All the gain hidden, and all the made-men
Chains long forbidden, the same once again

Golden Door, Golden Door
Open, hide, conceal
Guilty Door, Giltied Door
Despised in your appeal

I watched for the Guild of the Golden Door
In the streets of the cities, in the eyes of the poor
It would not appear, was disguised far too well
The shrewd financiers were as crafty as hell

Guild of the Golden Door
Gate of the wasted hoard
Arch of what comes before
The birth of the desolate horde

I tried for the Guild of the Golden Door
Heard they governed the Halls of the Temple Floor
Found them buying and selling dressed in their rags
Pretending to credit; deceit, theft, and swag
All the pain ridden, your principles thrown
You claim to be bidden, you’ve purchased your thrones
Disguised by your voices, a’swim in your vice
Covet your choices, then play them like dice

Guild of the Golden Door
What is it that you’ve built?
All the wrongs so long adorned
All the blood you’ve spilt

Guild of the Golden Door
Won’t you share your guilt?
Yes drink of the cup of your own reward
For all the blood you’ve spilt

You should drink of the cup of your own reward
By the door of the world you’ve built

 

 

THE CORRUPTION OF THE GUILD OF THE GOLDEN DOOR

This is my next song for FAWM.

I worked on this until about 3:00 one morning. Then went to bed and got up around 9:00 or so and worked it again.
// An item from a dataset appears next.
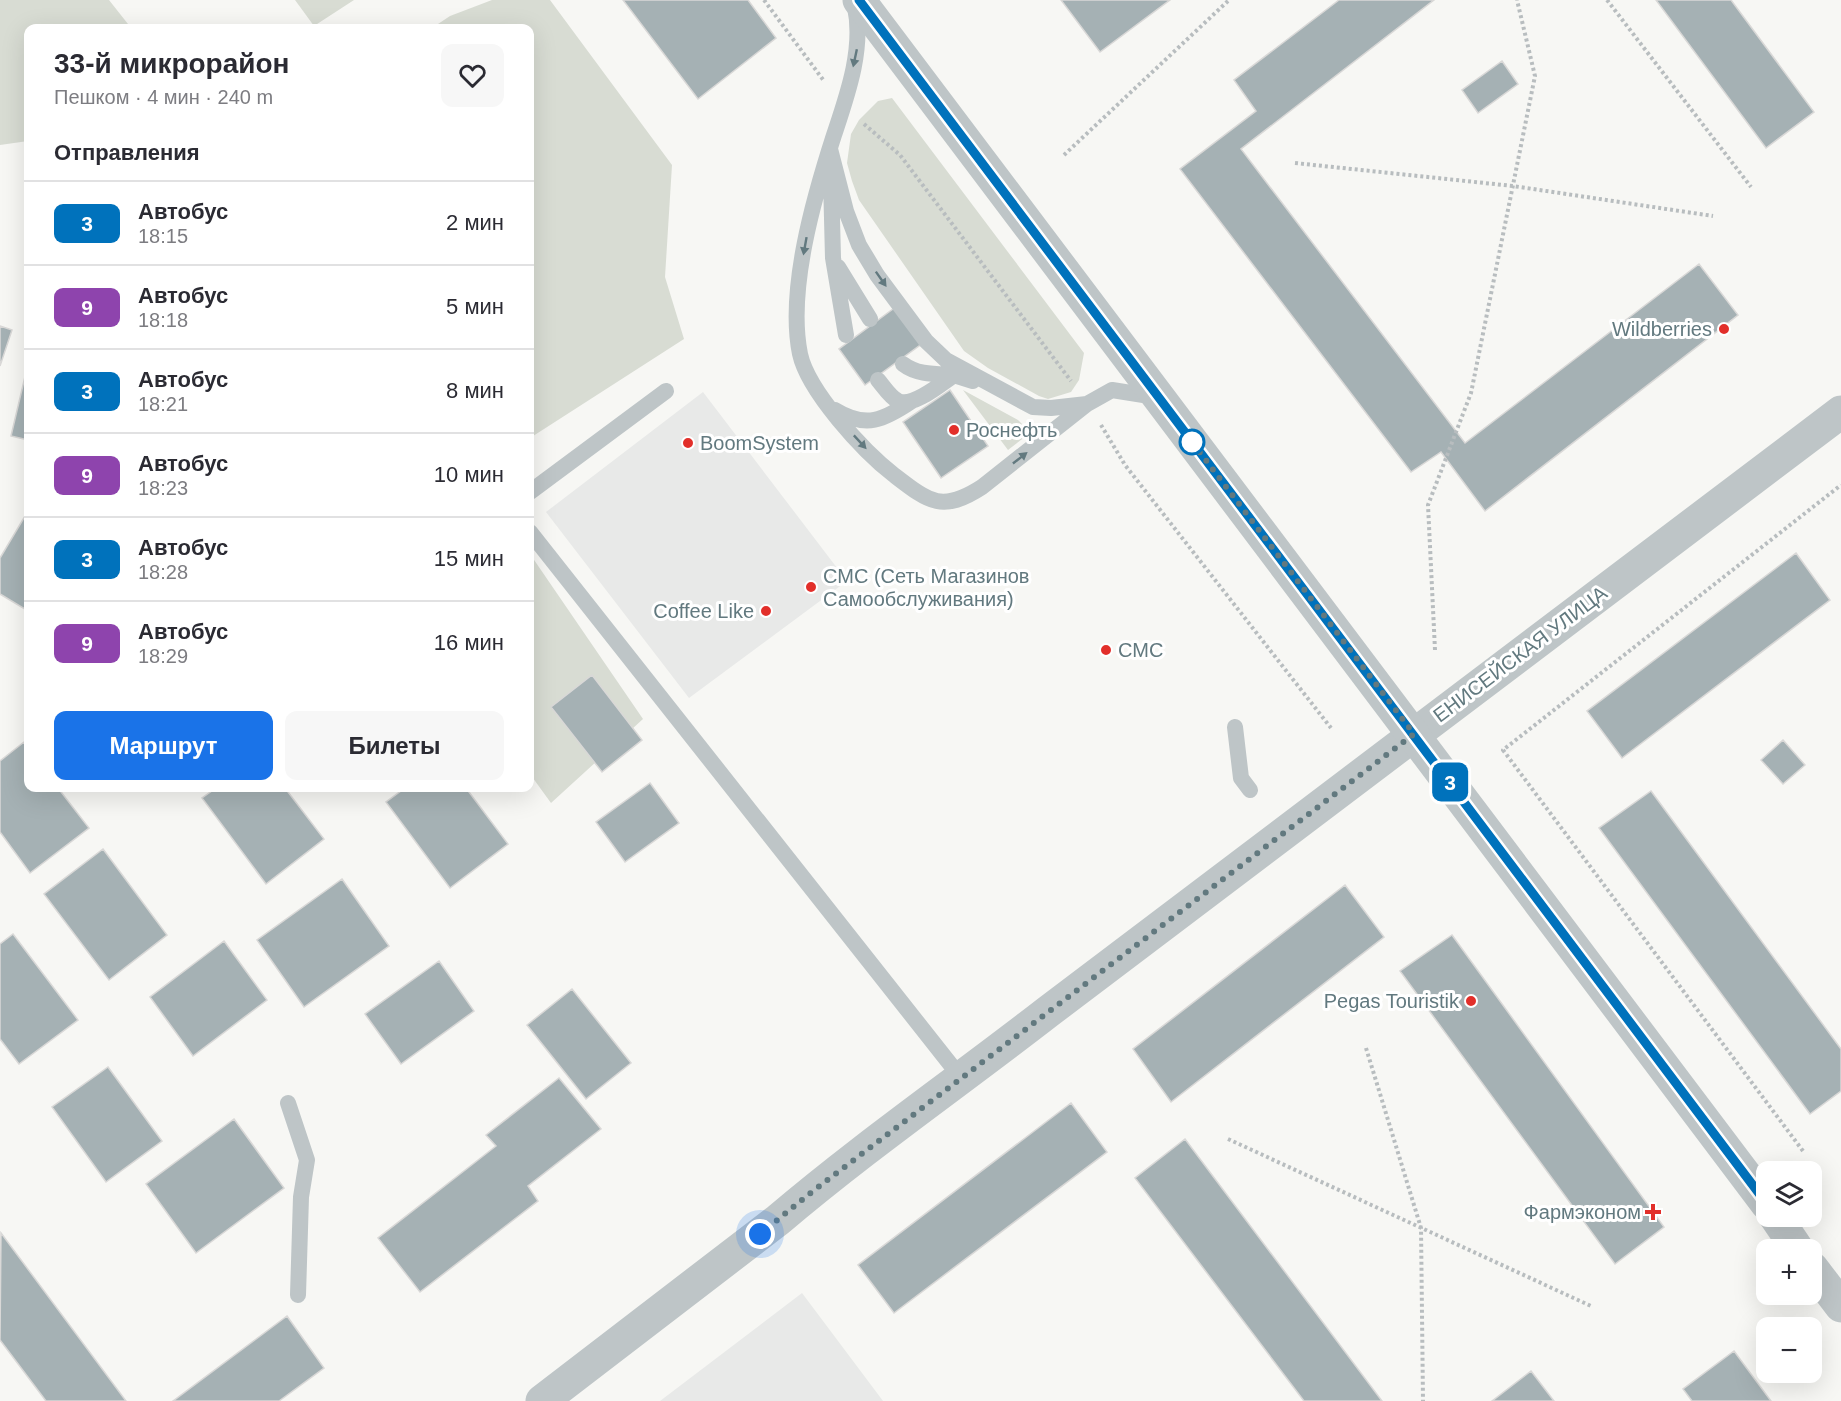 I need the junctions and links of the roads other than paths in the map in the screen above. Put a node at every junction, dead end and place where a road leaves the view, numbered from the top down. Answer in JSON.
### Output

Finished it that day.

I’m pleased with the final product, though I may change it around a little more before I eventually post it to my blog and use it on my new album, Locus Eater. It came out to be a lot longer and far more complicated song than I had anticipated. (I had expected it to be a small song and the short tie in to the Myrddin’s Tower poem.)

Originally it was a song about government claims to be assisting the poor and they are really just disguised profiteers seeking to use government as their “Golden Door” for personal advancement. Using government tyranny to line their own pockets by deceiving the ignorant and the naive.

But eventually the song became about financial and monetary corruption in general (such as crony or socialistic-capitalism), and in all fields, but especially by those who openly pretend to be working on behalf of the poor but are actually using them (and everyone else around them, including their partners) for their own grasping, covetousness, and greed. Hence the corrupting aspect of the Golden Door , and the corruption of the song itself from my original intent.

I didn’t plan on the song going that way, it just did. It became much bigger than I had expected.

I still, at this point, plan to use it as the sister-song for Myrddin’s Tower but it may have grown far too big for that. It may have to stand entirely alone.

THE CAVE OF THE UNKNOWN PROPHET

This is my second song (the lyrics) for my FAWM project and my new album, Locus Eater. I finished this three days or so ago but didn’t have time to write it up on finalize it.

I’ve been behind because I started late (only recently heard of FAWM – though I was already gonna write a new album), because of power outages, and because of repair issues, and family health problems. But I’m still working it. So here ya go, The Cave of the Unknown Prophet.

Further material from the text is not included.